Repeat all the data that appears below, keeping it exact.

• **Task inputs**

=====

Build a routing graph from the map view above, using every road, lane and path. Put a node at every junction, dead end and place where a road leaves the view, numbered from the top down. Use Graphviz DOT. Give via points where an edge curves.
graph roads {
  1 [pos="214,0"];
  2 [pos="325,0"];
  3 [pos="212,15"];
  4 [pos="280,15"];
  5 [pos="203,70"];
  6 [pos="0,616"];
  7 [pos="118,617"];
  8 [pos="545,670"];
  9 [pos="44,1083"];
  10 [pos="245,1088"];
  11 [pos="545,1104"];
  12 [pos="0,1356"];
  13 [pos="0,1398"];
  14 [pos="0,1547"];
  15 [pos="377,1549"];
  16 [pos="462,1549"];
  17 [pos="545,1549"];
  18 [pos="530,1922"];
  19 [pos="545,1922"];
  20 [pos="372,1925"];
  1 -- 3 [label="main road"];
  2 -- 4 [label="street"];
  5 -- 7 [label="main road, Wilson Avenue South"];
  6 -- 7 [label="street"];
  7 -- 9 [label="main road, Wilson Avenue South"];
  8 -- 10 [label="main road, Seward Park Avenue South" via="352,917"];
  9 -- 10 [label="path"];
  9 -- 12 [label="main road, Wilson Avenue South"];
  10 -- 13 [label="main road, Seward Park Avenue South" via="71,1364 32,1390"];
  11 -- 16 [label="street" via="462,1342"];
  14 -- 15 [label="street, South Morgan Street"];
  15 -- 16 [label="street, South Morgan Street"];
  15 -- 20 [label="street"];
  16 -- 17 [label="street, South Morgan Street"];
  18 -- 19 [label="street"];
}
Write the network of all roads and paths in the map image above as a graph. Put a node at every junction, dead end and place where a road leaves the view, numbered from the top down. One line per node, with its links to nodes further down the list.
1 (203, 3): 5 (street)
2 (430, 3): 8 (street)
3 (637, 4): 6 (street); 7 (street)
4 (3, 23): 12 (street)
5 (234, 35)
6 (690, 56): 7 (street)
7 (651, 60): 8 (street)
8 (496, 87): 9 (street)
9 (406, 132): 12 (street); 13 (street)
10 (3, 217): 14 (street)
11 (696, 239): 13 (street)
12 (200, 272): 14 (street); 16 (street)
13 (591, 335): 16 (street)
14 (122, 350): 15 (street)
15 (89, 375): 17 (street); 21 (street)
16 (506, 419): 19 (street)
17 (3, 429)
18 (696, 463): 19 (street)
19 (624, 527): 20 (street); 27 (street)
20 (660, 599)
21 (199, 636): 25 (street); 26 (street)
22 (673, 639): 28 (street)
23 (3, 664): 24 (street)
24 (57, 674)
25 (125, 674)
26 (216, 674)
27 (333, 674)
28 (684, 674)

=====

• **Expected output**
Build a routing graph from the map view above, using every road, lane and path. Put a node at every junction, dead end and place where a road leaves the view, numbered from the top down. Use Graphviz DOT. Give via points where an edge curves.
graph roads {
  1 [pos="214,0"];
  2 [pos="325,0"];
  3 [pos="212,15"];
  4 [pos="280,15"];
  5 [pos="203,70"];
  6 [pos="0,616"];
  7 [pos="118,617"];
  8 [pos="545,670"];
  9 [pos="44,1083"];
  10 [pos="245,1088"];
  11 [pos="545,1104"];
  12 [pos="0,1356"];
  13 [pos="0,1398"];
  14 [pos="0,1547"];
  15 [pos="377,1549"];
  16 [pos="462,1549"];
  17 [pos="545,1549"];
  18 [pos="530,1922"];
  19 [pos="545,1922"];
  20 [pos="372,1925"];
  1 -- 3 [label="main road"];
  2 -- 4 [label="street"];
  5 -- 7 [label="main road, Wilson Avenue South"];
  6 -- 7 [label="street"];
  7 -- 9 [label="main road, Wilson Avenue South"];
  8 -- 10 [label="main road, Seward Park Avenue South" via="352,917"];
  9 -- 10 [label="path"];
  9 -- 12 [label="main road, Wilson Avenue South"];
  10 -- 13 [label="main road, Seward Park Avenue South" via="71,1364 32,1390"];
  11 -- 16 [label="street" via="462,1342"];
  14 -- 15 [label="street, South Morgan Street"];
  15 -- 16 [label="street, South Morgan Street"];
  15 -- 20 [label="street"];
  16 -- 17 [label="street, South Morgan Street"];
  18 -- 19 [label="street"];
}
Write the network of all roads and paths in the map image above as a graph. Put a node at every junction, dead end and place where a road leaves the view, numbered from the top down. One line per node, with its links to nodes further down the list.
1 (203, 3): 5 (street)
2 (430, 3): 8 (street)
3 (637, 4): 6 (street); 7 (street)
4 (3, 23): 12 (street)
5 (234, 35)
6 (690, 56): 7 (street)
7 (651, 60): 8 (street)
8 (496, 87): 9 (street)
9 (406, 132): 12 (street); 13 (street)
10 (3, 217): 14 (street)
11 (696, 239): 13 (street)
12 (200, 272): 14 (street); 16 (street)
13 (591, 335): 16 (street)
14 (122, 350): 15 (street)
15 (89, 375): 17 (street); 21 (street)
16 (506, 419): 19 (street)
17 (3, 429)
18 (696, 463): 19 (street)
19 (624, 527): 20 (street); 27 (street)
20 (660, 599)
21 (199, 636): 25 (street); 26 (street)
22 (673, 639): 28 (street)
23 (3, 664): 24 (street)
24 (57, 674)
25 (125, 674)
26 (216, 674)
27 (333, 674)
28 (684, 674)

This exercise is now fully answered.